Het zelfbouwhuis - aflevering 61

Tuin: serre zetten en de installatie van grondspots - Ep. 61 - In deze aflevering plaatsen we de serre. Die is voorzien van 2 compartimenten, waarvan één is voor de moestuin en één dient als opbergruimte. Daarna gaan we nog een aantal grondspots installeren. Die worden bij onze bomen geplaatst en zullen zorgen voor een gezellige sfeer.

Transciptie 

In de vorige aflevering werkten we onze terrasverharding af.

We plaatsten de boordstenen en voorzagen ook een subtiel putdeksel om onze septische en regenwaterput af te sluiten.

Daarna werden de bomen en hagen aangeplant.


In deze aflevering wordt de serre geplaatst. De structuur bestaat uit een aluminium kader dat nadien met glas wordt opgevuld.

Daarna gaan we zelf nog een aantal grondspots installeren bij onze bomen.


De serre die we kozen is geen doe-het-zelf werk, maar de grondspots kunnen we perfect zelf plaatsen. In een 6-tal uur zijn we hiermee klaar.

Doe dit maal de gemiddelde uurprijs van een gespecialiseerd plaatser, en je bespaart toch 240 euro!


We starten met het plaatsen van een serre. In de tuin is er daarvoor behoorlijk wat ruimte voorzien, dus hebben we een ruim gamma aan mogelijke opties.

Man 1
Een serre kiezen, dat is eigenlijk grotendeels afhankelijk van wat jouw behoeften zijn. Wat wil je zelf esthetisch, wat wil je qua grootte hebben, wat vind je zelf mooi? Want een serre is in principe aanpasbaar aan jouw wensen.

Eens de keuze van serre gemaakt is, moet je rekenen op een x-aantal weken productietijd voor je die effectief kan gaan plaatsen. Maar, ondertussen kun je natuurlijk wel al de grondvoorbereiding doen.

Man 1
De voorbereiding van jouw bestelling, van jouw serre, hangt een beetje af van het type serre dat je besteld hebt. Sommige varianten vragen een betonnen fundament klaar te maken op voorhand, waar we de fundering kunnen op zetten. De meeste varianten gaan eigenlijk gewoon vragen dat je de grond voorbereidt. Dus eigenlijk eventueel het gras weghaalt, de grond gelijk maakt, zorgen dat die goed aangeduwd is, dat die goed hard zit eigenlijk dat wij daar ons fundament kunnen op zetten.
Onze ondergrond werd aangedamd en vlak gemaakt door de tuinaannemer, die ook de precieze locatie van de serre aanduidde met een aantal referentielijnen.


Man 2

(Berwout)
De serre moet eigenlijk volgens wetgeving op een meter van de grens staan. Dat valt eigenlijk onder bijgebouwen en constructies… en mag op een meter van de grens als je een vergunningsvrije constructie of een bijgebouw plaatst. Dus dat is wel heel belangrijk om dat af te meten. Want ik weet dat dit hier met een landmeter afgemeten is geweest, dat is duidelijk leesbaar, er is daar geen discussie of geen twijfel over.

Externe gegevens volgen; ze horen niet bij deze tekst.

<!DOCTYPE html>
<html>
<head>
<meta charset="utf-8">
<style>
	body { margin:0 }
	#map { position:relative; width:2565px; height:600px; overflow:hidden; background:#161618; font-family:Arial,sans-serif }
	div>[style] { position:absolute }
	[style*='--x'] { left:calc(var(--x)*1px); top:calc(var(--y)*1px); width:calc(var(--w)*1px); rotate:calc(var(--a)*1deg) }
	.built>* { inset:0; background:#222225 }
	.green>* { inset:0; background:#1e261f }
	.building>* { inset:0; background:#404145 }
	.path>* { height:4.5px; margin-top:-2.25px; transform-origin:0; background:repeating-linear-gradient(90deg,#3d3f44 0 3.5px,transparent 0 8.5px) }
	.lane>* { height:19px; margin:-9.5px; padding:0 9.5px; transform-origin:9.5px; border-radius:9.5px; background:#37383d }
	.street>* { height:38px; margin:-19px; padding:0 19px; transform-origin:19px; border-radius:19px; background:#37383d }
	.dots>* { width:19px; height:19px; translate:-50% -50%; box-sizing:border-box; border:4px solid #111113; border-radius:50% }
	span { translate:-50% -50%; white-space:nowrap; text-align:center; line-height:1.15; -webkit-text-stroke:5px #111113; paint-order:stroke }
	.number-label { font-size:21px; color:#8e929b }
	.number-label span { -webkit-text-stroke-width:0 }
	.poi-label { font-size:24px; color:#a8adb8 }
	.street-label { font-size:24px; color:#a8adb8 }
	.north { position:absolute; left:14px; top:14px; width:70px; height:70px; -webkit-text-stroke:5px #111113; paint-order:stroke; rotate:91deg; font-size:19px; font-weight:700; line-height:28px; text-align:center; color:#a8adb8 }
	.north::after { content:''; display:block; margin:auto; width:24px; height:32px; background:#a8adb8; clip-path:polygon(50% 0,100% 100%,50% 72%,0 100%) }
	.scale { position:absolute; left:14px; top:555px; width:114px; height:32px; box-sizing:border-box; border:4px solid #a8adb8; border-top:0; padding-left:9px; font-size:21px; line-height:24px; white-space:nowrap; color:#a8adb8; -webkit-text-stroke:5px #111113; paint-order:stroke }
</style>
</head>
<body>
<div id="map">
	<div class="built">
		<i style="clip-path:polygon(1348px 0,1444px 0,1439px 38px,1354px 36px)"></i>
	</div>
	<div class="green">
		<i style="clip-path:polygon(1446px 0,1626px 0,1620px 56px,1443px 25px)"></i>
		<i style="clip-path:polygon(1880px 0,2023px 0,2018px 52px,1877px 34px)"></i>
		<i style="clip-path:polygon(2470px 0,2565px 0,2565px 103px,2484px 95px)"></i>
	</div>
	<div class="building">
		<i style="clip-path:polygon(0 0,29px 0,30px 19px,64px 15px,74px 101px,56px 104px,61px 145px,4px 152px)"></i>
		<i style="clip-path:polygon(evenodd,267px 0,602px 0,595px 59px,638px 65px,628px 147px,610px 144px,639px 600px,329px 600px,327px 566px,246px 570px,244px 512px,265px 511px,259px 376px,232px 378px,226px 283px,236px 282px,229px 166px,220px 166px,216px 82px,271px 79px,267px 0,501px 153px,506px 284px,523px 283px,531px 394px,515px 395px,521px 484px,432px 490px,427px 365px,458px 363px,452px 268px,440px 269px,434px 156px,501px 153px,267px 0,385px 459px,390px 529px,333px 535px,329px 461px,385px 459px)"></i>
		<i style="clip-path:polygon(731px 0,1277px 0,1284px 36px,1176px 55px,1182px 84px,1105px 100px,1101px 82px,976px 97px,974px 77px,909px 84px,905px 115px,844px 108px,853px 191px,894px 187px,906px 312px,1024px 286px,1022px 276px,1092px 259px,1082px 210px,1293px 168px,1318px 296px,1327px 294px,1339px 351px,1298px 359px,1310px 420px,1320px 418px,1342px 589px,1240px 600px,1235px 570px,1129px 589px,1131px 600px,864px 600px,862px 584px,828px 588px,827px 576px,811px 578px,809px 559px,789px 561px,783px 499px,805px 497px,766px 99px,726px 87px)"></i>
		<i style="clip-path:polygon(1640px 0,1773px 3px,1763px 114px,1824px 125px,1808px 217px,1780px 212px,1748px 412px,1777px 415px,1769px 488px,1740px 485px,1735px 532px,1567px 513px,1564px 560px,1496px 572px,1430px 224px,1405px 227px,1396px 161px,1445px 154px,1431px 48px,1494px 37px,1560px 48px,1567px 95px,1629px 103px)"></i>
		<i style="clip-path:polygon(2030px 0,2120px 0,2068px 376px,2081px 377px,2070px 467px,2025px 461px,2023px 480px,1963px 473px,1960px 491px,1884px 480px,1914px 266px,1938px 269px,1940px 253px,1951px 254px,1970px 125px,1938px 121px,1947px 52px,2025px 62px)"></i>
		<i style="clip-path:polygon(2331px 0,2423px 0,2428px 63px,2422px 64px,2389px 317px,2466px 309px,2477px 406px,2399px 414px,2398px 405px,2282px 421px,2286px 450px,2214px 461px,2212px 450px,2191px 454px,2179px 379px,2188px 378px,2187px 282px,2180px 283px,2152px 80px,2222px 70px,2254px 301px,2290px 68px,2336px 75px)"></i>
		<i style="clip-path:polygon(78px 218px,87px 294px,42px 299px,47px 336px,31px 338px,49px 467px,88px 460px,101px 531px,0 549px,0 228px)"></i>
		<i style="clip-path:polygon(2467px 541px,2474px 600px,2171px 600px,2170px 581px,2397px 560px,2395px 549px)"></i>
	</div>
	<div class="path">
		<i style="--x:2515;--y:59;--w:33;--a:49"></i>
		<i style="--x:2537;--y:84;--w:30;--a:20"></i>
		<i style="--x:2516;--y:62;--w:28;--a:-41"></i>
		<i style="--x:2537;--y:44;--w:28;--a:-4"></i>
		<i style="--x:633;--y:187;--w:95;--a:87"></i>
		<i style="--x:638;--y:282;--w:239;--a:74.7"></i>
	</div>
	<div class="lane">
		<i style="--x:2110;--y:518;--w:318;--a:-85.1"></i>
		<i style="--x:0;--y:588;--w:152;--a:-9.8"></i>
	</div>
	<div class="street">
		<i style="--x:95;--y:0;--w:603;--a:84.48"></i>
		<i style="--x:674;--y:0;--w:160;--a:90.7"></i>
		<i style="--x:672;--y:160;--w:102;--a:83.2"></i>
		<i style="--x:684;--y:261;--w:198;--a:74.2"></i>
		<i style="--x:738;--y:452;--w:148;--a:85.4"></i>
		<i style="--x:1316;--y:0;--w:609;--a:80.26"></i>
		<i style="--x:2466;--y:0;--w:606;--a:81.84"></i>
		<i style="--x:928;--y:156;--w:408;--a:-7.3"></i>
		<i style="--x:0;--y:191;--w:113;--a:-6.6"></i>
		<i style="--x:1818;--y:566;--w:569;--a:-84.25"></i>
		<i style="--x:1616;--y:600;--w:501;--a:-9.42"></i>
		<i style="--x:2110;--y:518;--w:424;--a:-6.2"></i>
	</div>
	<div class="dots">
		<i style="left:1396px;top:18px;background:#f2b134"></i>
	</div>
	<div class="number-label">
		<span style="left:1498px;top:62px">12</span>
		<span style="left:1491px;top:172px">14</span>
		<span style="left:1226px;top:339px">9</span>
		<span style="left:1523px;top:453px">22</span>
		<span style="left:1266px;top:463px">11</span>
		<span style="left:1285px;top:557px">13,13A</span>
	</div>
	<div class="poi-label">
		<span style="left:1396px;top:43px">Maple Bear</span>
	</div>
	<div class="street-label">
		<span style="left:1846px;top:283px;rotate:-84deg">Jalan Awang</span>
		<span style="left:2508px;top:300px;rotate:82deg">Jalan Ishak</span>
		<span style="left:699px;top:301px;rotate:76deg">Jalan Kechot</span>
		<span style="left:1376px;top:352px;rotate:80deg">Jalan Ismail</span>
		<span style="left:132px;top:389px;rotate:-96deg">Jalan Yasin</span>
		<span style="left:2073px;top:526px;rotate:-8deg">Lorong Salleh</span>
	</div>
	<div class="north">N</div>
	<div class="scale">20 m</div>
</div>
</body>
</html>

Verdere constructies, verhardingen… moet je eigenlijk ongeveer op een halve meter van de grens blijven, dan zitten we allemaal binnen het wetgeeflijke.
Door met een aantal metserstouwen de exacte plaats van op het tuinplan over te zetten in de tuin, weten de plaatsers meteen waar de serre moet komen.

Man 1
Ze beginnen altijd eerst met de basis van de serre. Dan gaan ze de zijkanten opbouwen, dan beginnen ze het dak op te bouwen, eventueel de bevestiging naar de muur toe… Eens de aluminium constructie staat, dan beginnen ze de beglazing erin te zetten, de rubberen afdichting, de afvoerbuisjes, de deuren… Dan doen ze eigenlijk de fijne afwerking.

De basisprofielen van de serre moeten nu eerst geplaatst worden. Die steunen volledig op de ondergrond en moeten mooi vlak liggen, zodat je een rechte basis hebt om je serre op te bouwen.
Door de serre volledig op de vaste grond te laten rusten, creëren we – in tegenstelling tot wat velen zouden vermoeden – een heel stevige constructie.

Een betonnen fundering kan in sommige gevallen aangewezen zijn, maar hier is dit niet het geval. Want beton is minder meegaand dan gewone aarde, waardoor we sneller kans hebben op breuken in ons glas.
De profielen worden trouwens lichtjes afhellend geplaatst, zodat het water richting de te voorziene afvoer kan lopen.
Daarnaast moeten ze een mooie haakse hoek vormen met elkaar. Dit kan makkelijk gecontroleerd worden door de diagonalen te meten. Die moeten beide identiek zijn.
Is dit het geval, dan kunnen de hoeken gefixeerd worden.

Met een aantal hoekprofielen en bijhorende bevestigingsbouten zetten de plaatsters het onderste basiskader mooi vast.
Daarop worden nu een aantal liggers geplaatst. Het is belangrijk dat die zeker juist liggen. Want mochten de voorziene gaten niet overeenkomen met deze van het onderliggende basisprofiel, dan zouden we straks de steunprofielen niet kunnen plaatsen.
Aan elke hoek komt naast de steunprofielen nog een bijkomend diagonaal verstevigingsprofiel. Die zal de serre beschermen tegen felle rukwinden.
Bij de opbouw van de wanden worden ook de deurprofielen meteen op hun plaats gestoken…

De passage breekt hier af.